Wacana penggabungan (merger) PT Pelita Air Service, anak perusahaan PT Pertamina (Persero), ke dalam PT Garuda Indonesia (Persero) menuai sorotan tajam dari anggota Komisi VI DPR RI. Kekhawatiran utama yang dilontarkan adalah potensi tergerusnya kinerja positif dan budaya pelayanan prima yang saat ini melekat pada Pelita Air, justru akan terbebani oleh permasalahan yang selama ini menghantui Garuda Indonesia.

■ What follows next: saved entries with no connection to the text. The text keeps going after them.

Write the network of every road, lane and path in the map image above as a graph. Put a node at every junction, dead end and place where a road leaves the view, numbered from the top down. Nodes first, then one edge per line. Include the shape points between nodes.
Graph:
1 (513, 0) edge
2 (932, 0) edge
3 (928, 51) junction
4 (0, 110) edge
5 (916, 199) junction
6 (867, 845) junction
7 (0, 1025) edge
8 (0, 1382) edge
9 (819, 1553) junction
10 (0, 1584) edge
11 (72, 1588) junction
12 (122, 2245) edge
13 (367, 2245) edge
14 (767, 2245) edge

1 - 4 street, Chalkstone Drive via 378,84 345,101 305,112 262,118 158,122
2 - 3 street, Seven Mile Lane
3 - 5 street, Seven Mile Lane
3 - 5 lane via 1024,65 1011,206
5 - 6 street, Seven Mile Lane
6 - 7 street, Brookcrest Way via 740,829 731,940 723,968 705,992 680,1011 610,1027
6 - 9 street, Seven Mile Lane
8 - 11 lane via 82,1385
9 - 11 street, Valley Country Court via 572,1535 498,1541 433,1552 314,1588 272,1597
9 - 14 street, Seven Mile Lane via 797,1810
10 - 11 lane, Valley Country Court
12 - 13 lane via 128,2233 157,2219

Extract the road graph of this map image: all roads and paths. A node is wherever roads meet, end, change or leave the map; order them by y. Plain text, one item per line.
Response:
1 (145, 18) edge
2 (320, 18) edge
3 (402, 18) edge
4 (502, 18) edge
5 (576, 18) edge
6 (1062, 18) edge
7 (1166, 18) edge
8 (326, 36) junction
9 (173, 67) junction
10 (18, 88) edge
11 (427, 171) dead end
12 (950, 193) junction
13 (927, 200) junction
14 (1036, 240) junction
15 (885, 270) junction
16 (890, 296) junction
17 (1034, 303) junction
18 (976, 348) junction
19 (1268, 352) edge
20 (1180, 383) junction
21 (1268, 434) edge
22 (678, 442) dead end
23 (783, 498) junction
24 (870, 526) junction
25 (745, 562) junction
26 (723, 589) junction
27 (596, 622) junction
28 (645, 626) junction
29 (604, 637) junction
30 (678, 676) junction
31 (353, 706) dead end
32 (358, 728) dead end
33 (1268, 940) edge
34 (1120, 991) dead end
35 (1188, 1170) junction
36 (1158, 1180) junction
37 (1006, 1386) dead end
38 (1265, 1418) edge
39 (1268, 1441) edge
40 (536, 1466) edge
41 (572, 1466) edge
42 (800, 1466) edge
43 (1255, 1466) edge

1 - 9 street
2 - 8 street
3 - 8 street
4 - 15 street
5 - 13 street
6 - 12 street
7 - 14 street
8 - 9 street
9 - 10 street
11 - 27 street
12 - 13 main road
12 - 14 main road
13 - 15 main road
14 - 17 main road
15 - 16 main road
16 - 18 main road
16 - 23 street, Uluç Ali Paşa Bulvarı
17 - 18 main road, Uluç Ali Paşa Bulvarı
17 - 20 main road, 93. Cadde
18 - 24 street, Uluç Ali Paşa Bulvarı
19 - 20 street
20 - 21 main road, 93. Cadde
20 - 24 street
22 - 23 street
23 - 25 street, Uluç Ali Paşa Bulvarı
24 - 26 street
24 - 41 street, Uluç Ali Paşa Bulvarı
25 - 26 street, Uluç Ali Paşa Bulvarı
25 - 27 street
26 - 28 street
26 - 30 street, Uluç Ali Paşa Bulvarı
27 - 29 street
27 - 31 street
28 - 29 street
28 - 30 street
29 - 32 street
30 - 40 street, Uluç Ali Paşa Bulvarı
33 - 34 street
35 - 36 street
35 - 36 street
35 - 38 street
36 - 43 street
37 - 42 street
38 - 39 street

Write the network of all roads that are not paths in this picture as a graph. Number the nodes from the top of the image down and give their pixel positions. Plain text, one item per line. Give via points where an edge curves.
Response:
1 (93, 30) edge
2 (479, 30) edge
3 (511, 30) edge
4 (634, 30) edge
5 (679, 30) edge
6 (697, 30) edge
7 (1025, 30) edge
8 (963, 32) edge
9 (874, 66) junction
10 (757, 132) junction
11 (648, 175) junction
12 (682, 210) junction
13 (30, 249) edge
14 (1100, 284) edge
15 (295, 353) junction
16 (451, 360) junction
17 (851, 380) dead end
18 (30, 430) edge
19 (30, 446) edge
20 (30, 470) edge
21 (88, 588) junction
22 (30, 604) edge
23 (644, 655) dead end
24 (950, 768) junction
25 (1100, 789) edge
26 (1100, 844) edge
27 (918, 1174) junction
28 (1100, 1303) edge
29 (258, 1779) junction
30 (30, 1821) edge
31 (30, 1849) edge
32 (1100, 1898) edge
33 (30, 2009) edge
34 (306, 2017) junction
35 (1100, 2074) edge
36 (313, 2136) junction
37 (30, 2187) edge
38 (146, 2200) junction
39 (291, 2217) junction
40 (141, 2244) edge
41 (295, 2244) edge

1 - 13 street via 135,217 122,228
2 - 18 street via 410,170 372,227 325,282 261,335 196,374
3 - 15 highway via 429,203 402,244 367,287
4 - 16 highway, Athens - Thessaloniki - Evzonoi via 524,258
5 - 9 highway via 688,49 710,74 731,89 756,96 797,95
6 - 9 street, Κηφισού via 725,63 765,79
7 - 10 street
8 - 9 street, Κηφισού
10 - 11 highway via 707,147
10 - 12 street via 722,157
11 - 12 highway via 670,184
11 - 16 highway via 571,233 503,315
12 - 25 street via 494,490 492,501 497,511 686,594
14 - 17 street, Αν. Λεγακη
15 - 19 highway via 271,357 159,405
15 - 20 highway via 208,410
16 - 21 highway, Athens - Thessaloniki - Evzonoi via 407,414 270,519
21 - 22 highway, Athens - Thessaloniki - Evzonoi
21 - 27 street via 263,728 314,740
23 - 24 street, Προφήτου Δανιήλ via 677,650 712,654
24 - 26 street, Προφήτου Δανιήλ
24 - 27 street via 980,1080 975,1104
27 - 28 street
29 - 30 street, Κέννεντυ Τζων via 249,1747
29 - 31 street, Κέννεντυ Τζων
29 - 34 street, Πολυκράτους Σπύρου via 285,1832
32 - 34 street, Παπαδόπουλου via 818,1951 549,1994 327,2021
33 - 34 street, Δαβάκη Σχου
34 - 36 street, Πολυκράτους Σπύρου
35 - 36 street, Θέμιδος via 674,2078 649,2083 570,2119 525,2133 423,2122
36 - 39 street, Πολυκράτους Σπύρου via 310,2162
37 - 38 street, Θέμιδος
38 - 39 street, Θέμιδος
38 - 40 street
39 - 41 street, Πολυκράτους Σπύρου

Mufti Anam, Anggota Komisi VI DPR dari Fraksi PDI Perjuangan, secara tegas menyatakan ketidaksetujuannya terhadap rencana merger ini. Dalam Rapat Dengar Pendapat (RDP) dengan Direktur Utama BUMN Transportasi Udara pada Senin (22/9), Mufti mengungkapkan pengalamannya menggunakan Pelita Air, yang menurutnya sangat memuaskan. "Soal Pelita Air yang mau digabungkan dengan Garuda, saya sangat tidak setuju atas hal ini, Pak. Jujur ketika terdesak, ketika saya sudah tidak percaya lagi ke Garuda, kemarin saya naik Pelita Air ya, tepat waktu juga ternyata, luar biasa," ujarnya.
Mufti menekankan bahwa ketepatan waktu, kebersihan, dan kualitas makanan yang disajikan Pelita Air adalah aspek-aspek yang perlu dipertahankan. Ia khawatir, jika Pelita Air bergabung dengan Garuda Indonesia, standar pelayanan yang baik ini justru akan menurun. "Saya tidak mau Garuda untuk kemudian membajak Pelita Air, yang sudah bagus jadi maskapai kebanggaan kita, kemudian akhirnya rusak gara-gara kena virus budaya kerja di Garuda Indonesia yang amburadul," imbuhnya.
Kekhawatiran Mufti bukan tanpa dasar. Garuda Indonesia, dalam beberapa tahun terakhir, menghadapi berbagai masalah, mulai dari masalah keuangan yang berat, kasus korupsi, hingga citra pelayanan yang kurang memuaskan di mata sebagian penumpang. Meskipun Garuda Indonesia telah melakukan upaya restrukturisasi dan pembenahan, masih ada keraguan apakah maskapai pelat merah ini mampu menyerap Pelita Air tanpa mengganggu kinerja positif yang telah dicapai.
Lebih lanjut, Mufti menyoroti bahwa saat ini Pelita Air sudah tidak lagi membebani kinerja keuangan Pertamina. Hal ini menunjukkan bahwa Pelita Air telah berhasil menjalankan bisnisnya secara mandiri dan memberikan kontribusi positif bagi induk perusahaannya. "Sampai hari ini saya senang setelah saya naik, akhirnya saya baca-baca ini portofolio keuangan, ternyata sudah tidak membebani Pertamina lagi. Maka kami tidak mau Pelita Air diperbaiki untuk bagaimana bisa menjadi alternatif maskapai kita, kemudian jadi tidak baik karena adanya Garuda," tegasnya.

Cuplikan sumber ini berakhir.